Threats of that sort aren’t his style. My best guess is that he’s going to tweak a lot of noses by focusing on Twitter and allowing real discussions about formerly forbidden topics, like climate, race, COVID treatments, and such–you know, the things that have gotten a lot of people thrown off Twitter in recent years. I haven’t gotten thrown off because I’m careful about what I post. Being careful (and not spending half my life there) means I won’t get a lot of attention. (I will admit that mentioning my books on Twitter always sells a few. Otherwise I might have quit long ago.) I don’t talk about politics. And this is why I have 611 followers, rather than several thousand. Being famous is hard work. And if I’m going to be famous, I’d rather not do it on Twitter.

He could also order his techies to add an edit function to Twitter. Dare we hope?

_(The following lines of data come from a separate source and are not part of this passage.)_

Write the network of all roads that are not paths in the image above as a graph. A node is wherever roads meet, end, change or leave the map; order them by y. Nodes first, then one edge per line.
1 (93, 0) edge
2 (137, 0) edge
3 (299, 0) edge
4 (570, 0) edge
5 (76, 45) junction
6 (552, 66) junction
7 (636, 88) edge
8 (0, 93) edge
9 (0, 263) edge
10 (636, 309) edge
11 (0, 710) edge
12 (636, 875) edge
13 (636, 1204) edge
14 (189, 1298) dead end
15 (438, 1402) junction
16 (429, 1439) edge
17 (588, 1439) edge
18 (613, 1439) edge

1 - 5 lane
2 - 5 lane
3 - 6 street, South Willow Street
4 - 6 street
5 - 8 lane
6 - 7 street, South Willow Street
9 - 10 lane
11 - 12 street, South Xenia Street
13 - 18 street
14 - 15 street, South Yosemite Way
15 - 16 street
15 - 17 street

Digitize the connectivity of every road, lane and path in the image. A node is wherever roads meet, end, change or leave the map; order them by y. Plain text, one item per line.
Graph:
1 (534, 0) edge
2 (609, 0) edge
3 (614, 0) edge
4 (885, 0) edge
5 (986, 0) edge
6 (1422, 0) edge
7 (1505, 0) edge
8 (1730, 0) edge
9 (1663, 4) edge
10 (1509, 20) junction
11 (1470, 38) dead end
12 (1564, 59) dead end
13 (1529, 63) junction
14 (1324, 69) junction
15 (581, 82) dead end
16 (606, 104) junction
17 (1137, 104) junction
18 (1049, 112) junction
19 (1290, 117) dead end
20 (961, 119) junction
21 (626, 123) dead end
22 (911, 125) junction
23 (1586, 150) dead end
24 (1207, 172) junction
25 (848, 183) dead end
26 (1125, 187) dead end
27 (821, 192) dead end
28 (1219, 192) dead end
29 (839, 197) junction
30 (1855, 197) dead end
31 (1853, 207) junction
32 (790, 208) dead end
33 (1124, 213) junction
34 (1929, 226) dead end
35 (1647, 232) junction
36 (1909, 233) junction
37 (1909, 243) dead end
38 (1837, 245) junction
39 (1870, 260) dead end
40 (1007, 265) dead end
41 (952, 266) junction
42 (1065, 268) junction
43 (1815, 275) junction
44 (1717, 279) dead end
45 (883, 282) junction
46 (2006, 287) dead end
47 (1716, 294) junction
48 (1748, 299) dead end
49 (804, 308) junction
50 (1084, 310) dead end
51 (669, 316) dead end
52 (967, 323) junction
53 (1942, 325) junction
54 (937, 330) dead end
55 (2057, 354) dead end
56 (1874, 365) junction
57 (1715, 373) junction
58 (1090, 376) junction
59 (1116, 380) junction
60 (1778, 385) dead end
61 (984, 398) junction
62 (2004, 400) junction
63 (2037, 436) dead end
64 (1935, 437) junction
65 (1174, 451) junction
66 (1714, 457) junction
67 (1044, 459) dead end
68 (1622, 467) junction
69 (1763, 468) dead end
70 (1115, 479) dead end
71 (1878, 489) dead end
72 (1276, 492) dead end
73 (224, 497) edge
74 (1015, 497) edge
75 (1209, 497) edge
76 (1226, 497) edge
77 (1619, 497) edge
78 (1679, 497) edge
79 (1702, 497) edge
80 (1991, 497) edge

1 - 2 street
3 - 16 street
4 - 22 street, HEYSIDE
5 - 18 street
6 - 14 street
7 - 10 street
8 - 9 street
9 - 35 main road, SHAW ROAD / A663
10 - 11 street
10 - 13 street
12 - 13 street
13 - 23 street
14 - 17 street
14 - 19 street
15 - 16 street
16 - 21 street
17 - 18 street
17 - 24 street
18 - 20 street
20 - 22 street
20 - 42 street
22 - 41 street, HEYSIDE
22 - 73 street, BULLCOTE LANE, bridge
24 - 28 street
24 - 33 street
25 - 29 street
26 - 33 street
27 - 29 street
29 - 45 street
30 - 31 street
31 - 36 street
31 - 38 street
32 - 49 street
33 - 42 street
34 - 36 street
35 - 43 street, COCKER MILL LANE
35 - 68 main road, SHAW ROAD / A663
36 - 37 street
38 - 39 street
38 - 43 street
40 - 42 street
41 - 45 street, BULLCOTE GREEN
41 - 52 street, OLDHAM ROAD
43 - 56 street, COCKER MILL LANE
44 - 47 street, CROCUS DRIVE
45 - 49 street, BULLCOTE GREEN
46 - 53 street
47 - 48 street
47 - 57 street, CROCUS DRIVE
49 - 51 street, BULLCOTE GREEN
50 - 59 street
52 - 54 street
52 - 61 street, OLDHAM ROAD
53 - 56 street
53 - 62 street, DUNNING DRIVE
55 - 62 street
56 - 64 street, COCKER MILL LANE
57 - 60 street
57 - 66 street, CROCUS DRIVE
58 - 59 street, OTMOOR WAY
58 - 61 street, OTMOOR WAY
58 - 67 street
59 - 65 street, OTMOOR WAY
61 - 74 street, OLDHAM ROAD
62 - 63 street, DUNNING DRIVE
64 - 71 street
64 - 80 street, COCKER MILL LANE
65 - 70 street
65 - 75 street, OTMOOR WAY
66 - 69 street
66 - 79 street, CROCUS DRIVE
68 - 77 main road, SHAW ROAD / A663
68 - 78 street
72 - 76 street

I’ll hope. I won’t assume. Anyway. He could do a number of things to make the service worthwhile:

  1. Add edit functionality. Ok, that’s too easy.
  2. Expand the size of a tweet to 1,000 characters. Or 2,000? At their current length, tweets are most useful in online fistfights. Real discussion requires more space than that. Give users more space, and the quality of the dicussions almost can’t help but go up. I hope.
  3. Slow down replies and retweets. I’ve written about this here before. The idea is to exponentially increase the time it takes for a given tweet to “go viral.” One reply, instantly. Two, one second. Three, two seconds. Four, four seconds. Five, eight seconds. Etc. This would put a huge damper on Twitter lynch mobs. And one would hope that that the psychotic hotheads who comprise those mobs will get bored and go somewhere else. In their place will be slower, and (with some luck) more rational conversations. Read the entry I linked. I think it would work. I don’t think Mr. Musk will do it.
  4. Eliminate the “blue check” status game. Have one color check (which color doesn’t matter) indicating that the poster has proven that he or she is who they say they are and are not a bot. Require that “checks” use their real names. You’re either real or not real. Twitter has no damned business deciding who is important and who isn’t.
  5. Charge users by the tweet. Really. Retain free memberships, but limit the number of tweets that free memberships can post. Create brackets of paid memberships in which the highest paid memberships can post unlimited tweets, with less expensive memberships allowing fewer tweets. This would probably cut the number of Twitter users in half (if not more) but would bring in enough revenue to make the system pay for itself. And I can’t help but think that the people who would quit would be the people who make the most trouble. The quality of dicussion would almost certainly improve.

That’s what I have so far. One thing that I think would be very useful but I doubt anyone will ever do is create a federation API allowing different social media services to share messages among themselves. Maybe Twitter should become a back-end for systems that want to participate but also want to curate the content that their network allows. In other words, if people on the left want to toss out people on the right, and people on the right want to toss out those on the left, Twitter would take everybody and let individual users choose to follow whomever they please. Let the crazies have their bubbles. Make Twitter the Big, Here-Comes-Everybody bubble.

A system like that would take some thought and some serious work. It wouldn’t be impossible. (There’s something called Mastodon that has gone some distance in that direction, albeit at a much smaller scale.) And what it would create would be infinitely better than what we have now.

G’wan, Elon. Give it a shot. You own it. Now do what you do best, which is…surprising us.